I’ve alluded to the fact that my parents were determinedly “normal” to an abnormal extent. That meant doing whatever they could to create the illusion that we were in no way different from everyone else. For them that meant determinedly ignoring our Asian race and the reaction it naturally drew from others in our mostly White community.

If someone happened to mention that a nephew or cousin had visited China (or Japan or Korea or even Hawaii or any other random “Asian” place), my parents just smiled and changed the subject. If anyone happened to be “insensitive” enough to ask them a question about some Asian food, culture or language, they professed ignorance, real or feigned. Their message was clear: “We are just Americans like you, so stop acting like we’re different from you in any way!” It didn’t take long for most of our neighbors and acquaintances to learn to avoid mention of anything remotely Asian.

Of course there were always the ugly racial taunts from our schoolmates and the muttered slurs from a few adults of stunted social or emotional development. But for the most part we could carry on the pretense of being full-fledged members of a homogenous white community, at least superficially.

On the inside, however, my brother and I were under stress. Beyond the taunts of schoolmates, we had to deal with the evidence of our mirrors and the news stories on TV, newspapers and news magazines that kept reminding us that we were part of a planet on which many Asian people were living as Asians. I had a natural curiosity about these people — how they lived, what they ate, what they drove, how they amused themselves and what their dreams were. I would often watch a program on Chinese schools, say, or Japanese corporations, fascinated by societies populated with Asian people who were themselves, not pretending to be something else. I was careful not to let my parents catch me, though, because I felt that would amount to evidence that I was rejecting everything they had “taught” me.

I don’t want to create the impression that I was a total misfit. I was reasonably popular, had girlfriends and dated two of white boys in school. My brother was the same way. But I couldn’t help noticing the ways in which we were excluded from certain sleepovers or parties to which even more distant acquaintances were invited. Other forms of exclusion were more subtle. When my friends would talk about boys their eyes would tend not to engage mine, as though they felt I wasn’t able to relate on the same level. Those were the most painful reminders of the fact that, despite the charade so carefully maintained by my parents, racial barriers did exist to separate us from others.

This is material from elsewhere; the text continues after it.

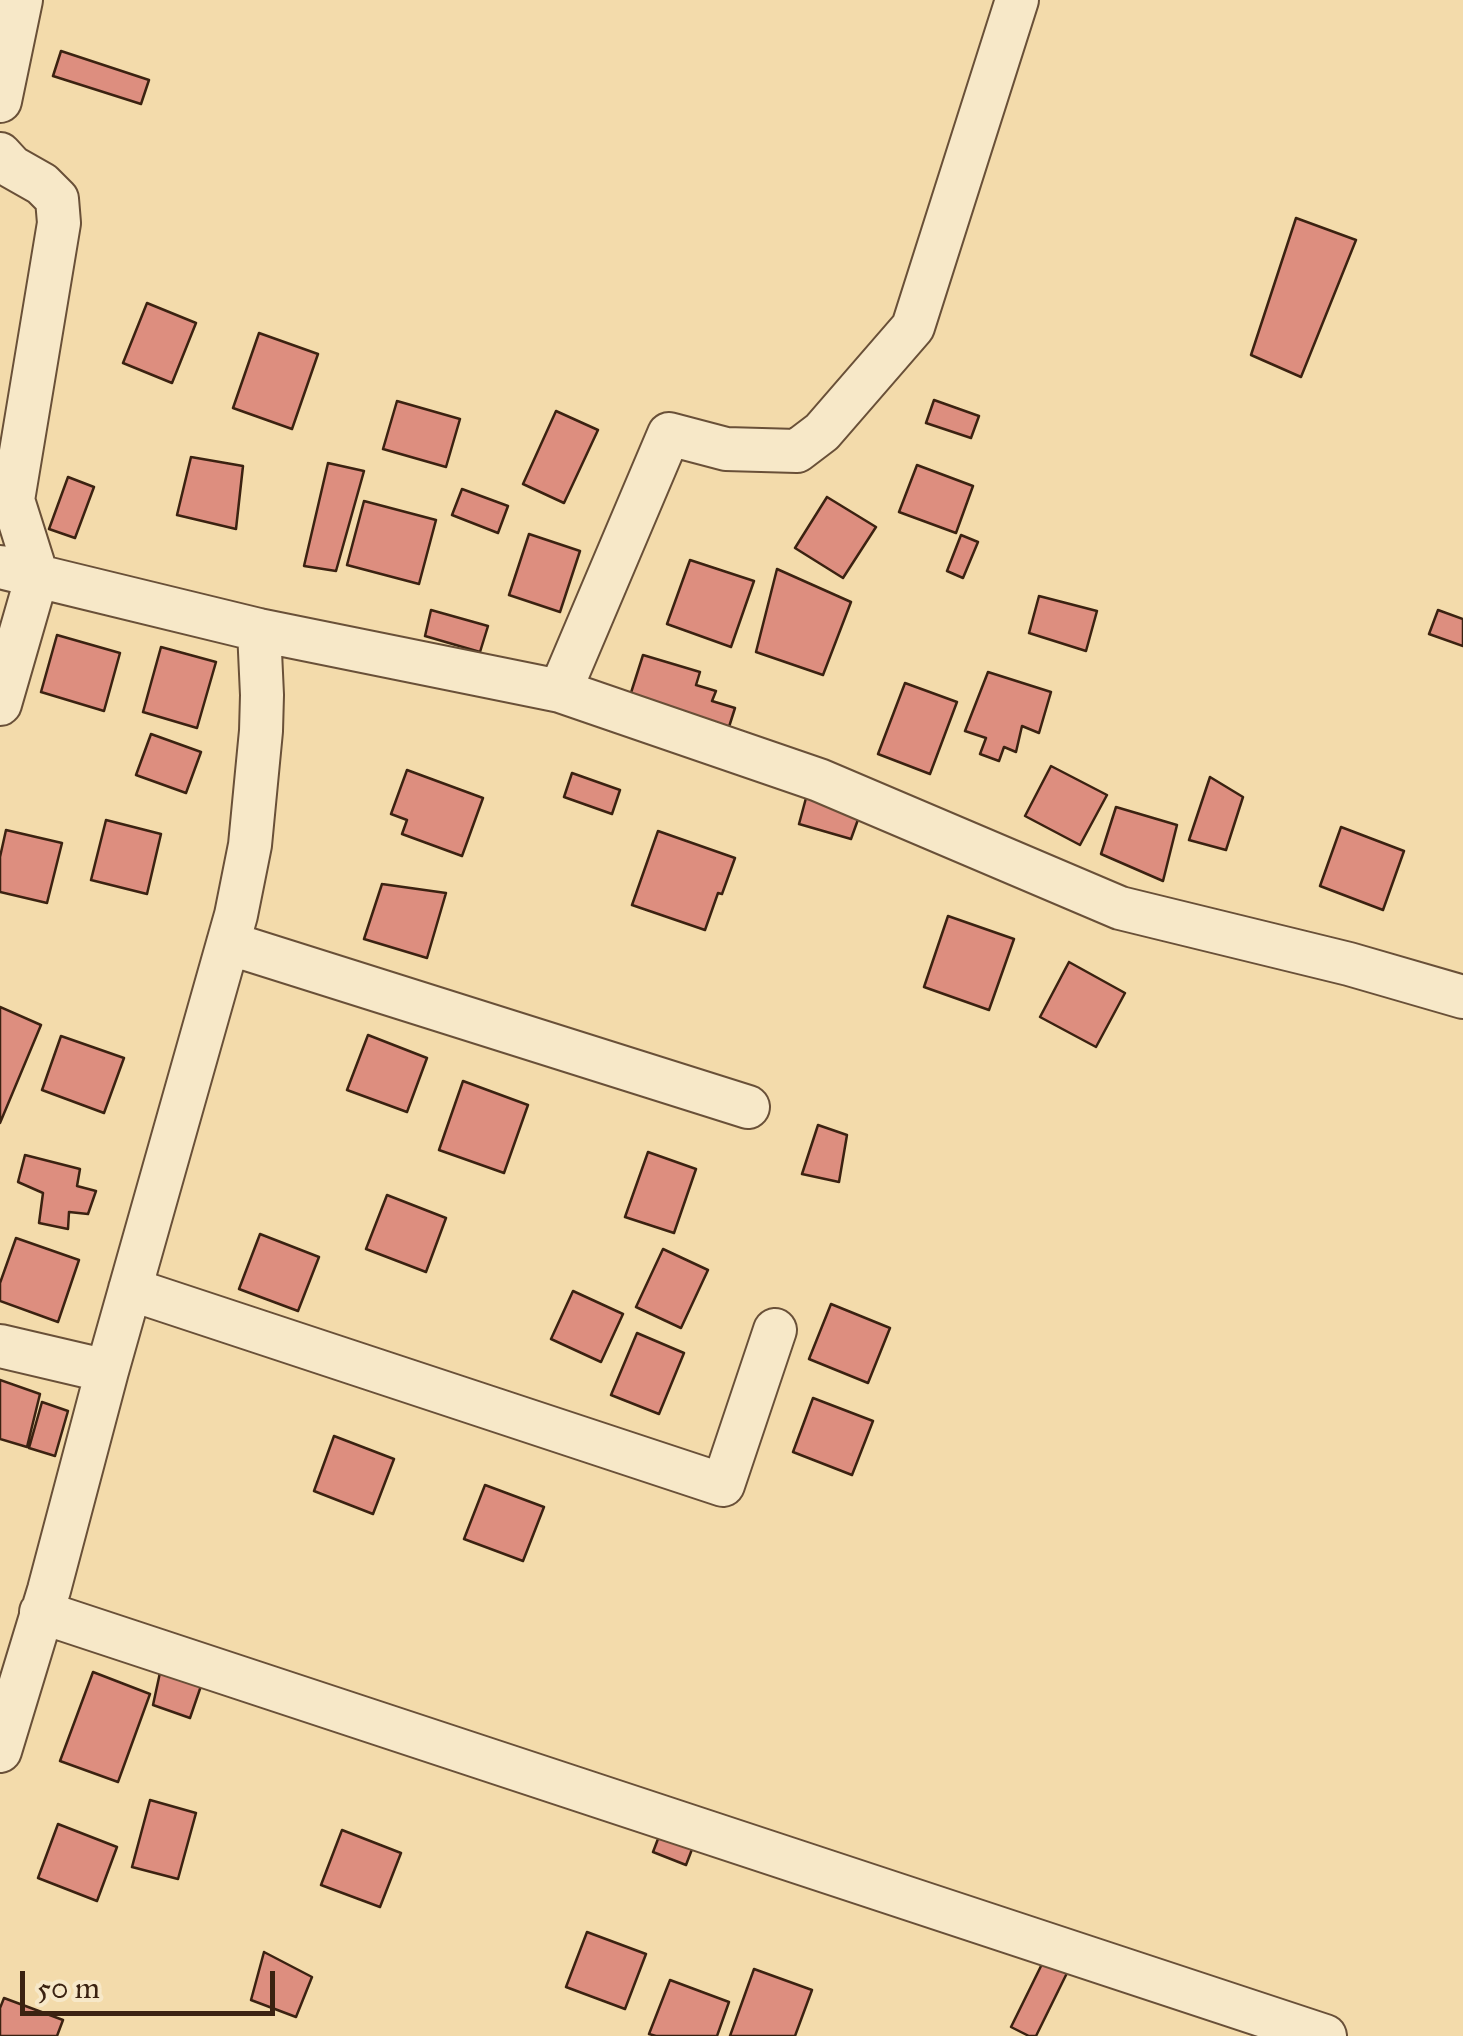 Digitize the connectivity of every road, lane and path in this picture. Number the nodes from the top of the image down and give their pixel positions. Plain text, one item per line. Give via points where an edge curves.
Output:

I still remember my heart’s leap of joy when I first came upon websites like this one and learned of great American universities where Asians actually outnumber Whites. I had just finished my sophomore year of high school then. It was the Fourth of July. I was the only one of my little group of friends who had somehow been left out of a weekend at a friend’s lakeside summer cabin. I spent the evening in my room daring to dream about the liberation I would experience in a place where my race would stop being a literally unmentionable barrier.

For me that lonesome Fourth of July launched my new life as an Asian American, not an American struggling to cope with her Asian heritage. Since that day all my efforts in school and on the athletic field were powered by the beautiful dream of escaping my charade by getting into one of the big Asian-filled UC campuses.

That day’s epiphany gave me a surge of motivation that helped me do well enough to get into one of the great Asian American universities. Of course, my life has other issues than racial ones. But my liberation from the agony of eighteen years of trying to play white and fooling no one made even one of my bad days in college immeasurably better than most of my very best days in figurative whiteface.

For me the beauty and the glory of the Fourth of July will always be tied to my own personal independence day when I discovered that America has the right space for every single one of us.